• **THE TASK**: Only the lines from the beginning of the data through the one with "Road topology of" belong in the answer, each retyped exactly, with pictures left out.

━━━━

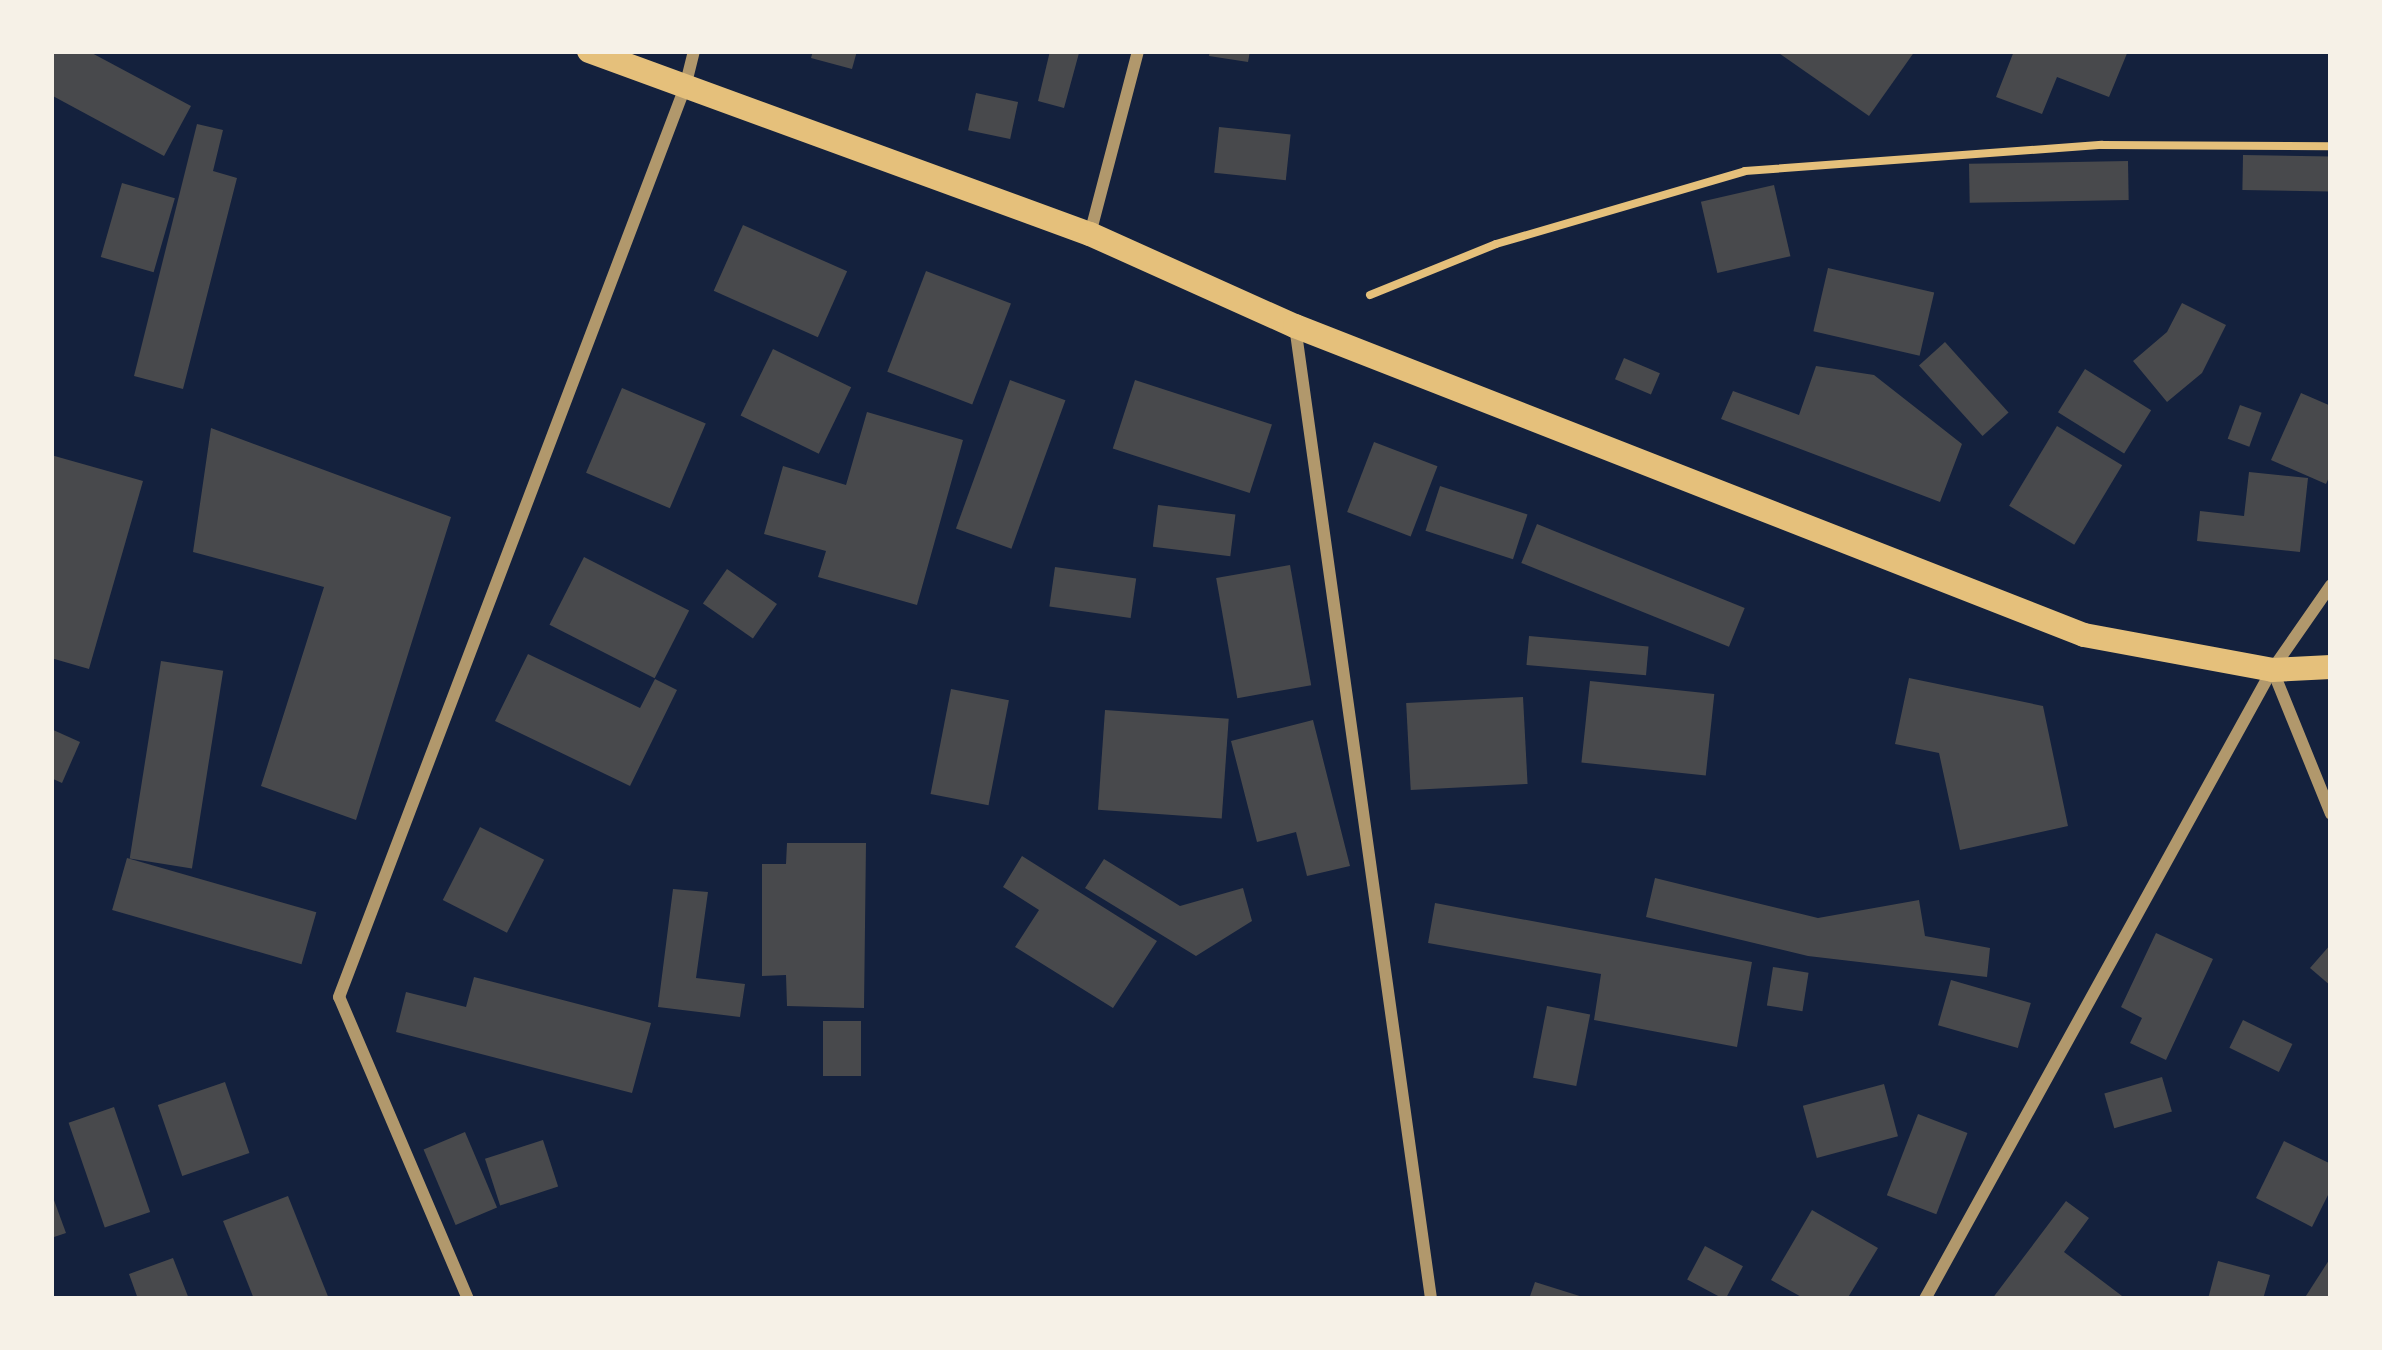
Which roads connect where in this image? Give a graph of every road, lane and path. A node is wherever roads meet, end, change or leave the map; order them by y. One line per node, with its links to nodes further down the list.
1 (589, 51): 4 (main road)
2 (694, 51): 4 (street)
3 (1138, 51): 6 (street)
4 (686, 87): 6 (main road); 12 (street)
5 (2331, 146): 7 (path)
6 (1090, 234): 7 (main road)
7 (1294, 326): 10 (main road); 13 (street)
8 (2331, 585): 10 (street)
9 (2331, 667): 10 (main road)
10 (2272, 670): 11 (street); 14 (street)
11 (2331, 814)
12 (468, 1299)
13 (1431, 1299)
14 (1925, 1299)

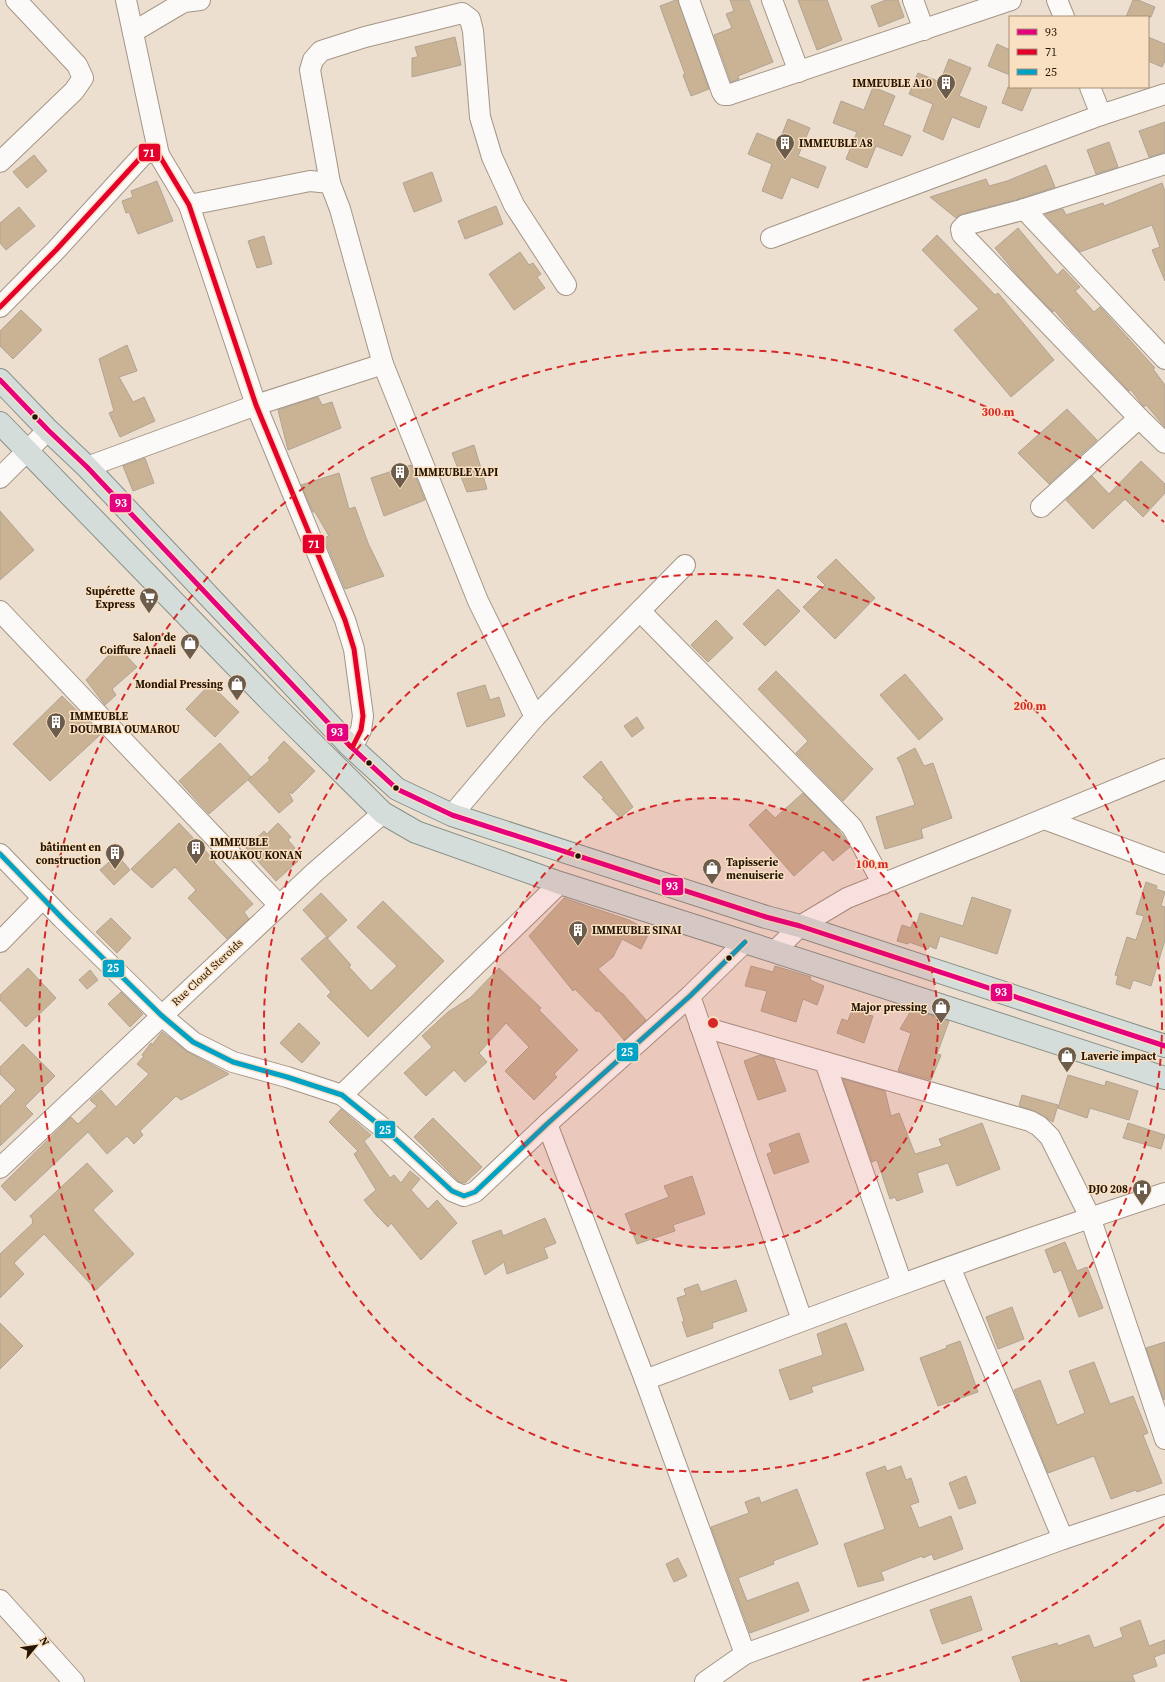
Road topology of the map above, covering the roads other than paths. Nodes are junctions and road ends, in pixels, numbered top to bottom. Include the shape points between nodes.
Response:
1 (16, 0) edge
2 (126, 0) edge
3 (200, 0) edge
4 (689, 0) edge
5 (772, 0) edge
6 (913, 0) edge
7 (1011, 0) edge
8 (1058, 0) edge
9 (1064, 16) edge
10 (924, 30) junction
11 (133, 32) junction
12 (799, 72) junction
13 (1090, 88) edge
14 (1165, 94) edge
15 (1101, 115) junction
16 (159, 155) junction
17 (0, 162) edge
18 (1165, 164) edge
19 (330, 183) junction
20 (188, 205) junction
21 (1024, 209) junction
22 (771, 238) dead end
23 (566, 285) dead end
24 (0, 307) edge
25 (1165, 359) edge
26 (383, 364) junction
27 (0, 380) edge
28 (256, 405) junction
29 (1139, 418) junction
30 (0, 423) edge
31 (48, 430) junction
32 (1165, 443) edge
33 (28, 450) junction
34 (87, 467) junction
35 (0, 478) edge
36 (1041, 507) dead end
37 (685, 565) dead end
38 (0, 611) edge
39 (640, 611) junction
40 (536, 717) junction
41 (350, 746) junction
42 (1165, 769) edge
43 (383, 813) junction
44 (452, 814) junction
45 (1044, 819) junction
46 (0, 854) edge
47 (1165, 864) edge
48 (560, 883) junction
49 (883, 884) junction
50 (43, 898) junction
51 (279, 905) junction
52 (800, 926) junction
53 (0, 942) edge
54 (745, 942) junction
55 (774, 951) junction
56 (690, 996) junction
57 (161, 1015) junction
58 (700, 1026) junction
59 (1165, 1046) edge
60 (825, 1062) junction
61 (1165, 1078) edge
62 (342, 1095) junction
63 (547, 1124) junction
64 (0, 1168) edge
65 (1165, 1192) edge
66 (1090, 1217) junction
67 (950, 1267) junction
68 (902, 1284) junction
69 (802, 1320) junction
70 (645, 1380) junction
71 (1165, 1439) edge
72 (1165, 1505) edge
73 (1063, 1539) junction
74 (0, 1600) edge
75 (745, 1654) junction
76 (74, 1682) edge
77 (705, 1682) edge

1 - 17 street via 77,65 83,78 74,91
2 - 11 street
3 - 11 street via 184,2
4 - 12 street via 724,95
5 - 12 street
6 - 10 street
7 - 10 street
8 - 9 street
10 - 12 street
11 - 16 street
13 - 15 street
14 - 15 street
15 - 22 street
16 - 20 street
16 - 24 street via 150,152 143,155
18 - 21 street
19 - 20 street via 310,181
19 - 23 street via 310,70 313,60 321,51 365,37 462,13 470,19 473,31 480,117 492,157 514,205
19 - 26 street via 340,209
20 - 28 street
21 - 25 street
21 - 29 street via 965,225 961,229 962,234
26 - 28 street
26 - 40 street via 478,601
27 - 31 main road
28 - 34 street
28 - 41 street via 345,620 354,649 363,716 362,730 353,746
29 - 32 street
29 - 36 street
30 - 33 main road
31 - 33 street
31 - 34 main road
33 - 35 street
33 - 43 main road
34 - 41 main road
37 - 39 street
38 - 51 street
39 - 40 street
39 - 49 street via 852,827
40 - 44 street
41 - 44 main road via 397,789
42 - 45 street
43 - 48 main road via 416,832
43 - 51 street, Rue Cloud Steroids
44 - 52 main road
45 - 47 street
45 - 49 street
46 - 50 street
48 - 54 main road
48 - 62 street
49 - 52 street via 847,898
50 - 53 street
50 - 57 street
51 - 57 street, Rue Cloud Steroids
52 - 55 street
52 - 59 main road
54 - 55 main road
54 - 56 street
55 - 61 main road
56 - 58 street
56 - 63 street
57 - 62 street via 193,1042 233,1062
57 - 64 street, Rue Cloud Steroids
58 - 60 street
58 - 69 street
60 - 66 street via 1030,1121 1039,1126 1050,1137
60 - 68 street
62 - 63 street via 452,1191 464,1196 475,1192
63 - 70 street
65 - 66 street
66 - 67 street
66 - 71 street
67 - 68 street
67 - 73 street
68 - 69 street
69 - 70 street
70 - 75 street
72 - 73 street
73 - 75 street
74 - 76 street
75 - 77 street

━━━━

• **FINAL ANSWER**:
Which roads connect where in this image? Give a graph of every road, lane and path. A node is wherever roads meet, end, change or leave the map; order them by y. One line per node, with its links to nodes further down the list.
1 (589, 51): 4 (main road)
2 (694, 51): 4 (street)
3 (1138, 51): 6 (street)
4 (686, 87): 6 (main road); 12 (street)
5 (2331, 146): 7 (path)
6 (1090, 234): 7 (main road)
7 (1294, 326): 10 (main road); 13 (street)
8 (2331, 585): 10 (street)
9 (2331, 667): 10 (main road)
10 (2272, 670): 11 (street); 14 (street)
11 (2331, 814)
12 (468, 1299)
13 (1431, 1299)
14 (1925, 1299)

Road topology of the map above, covering the roads other than paths. Nodes are junctions and road ends, in pixels, numbered top to bottom. Include the shape points between nodes.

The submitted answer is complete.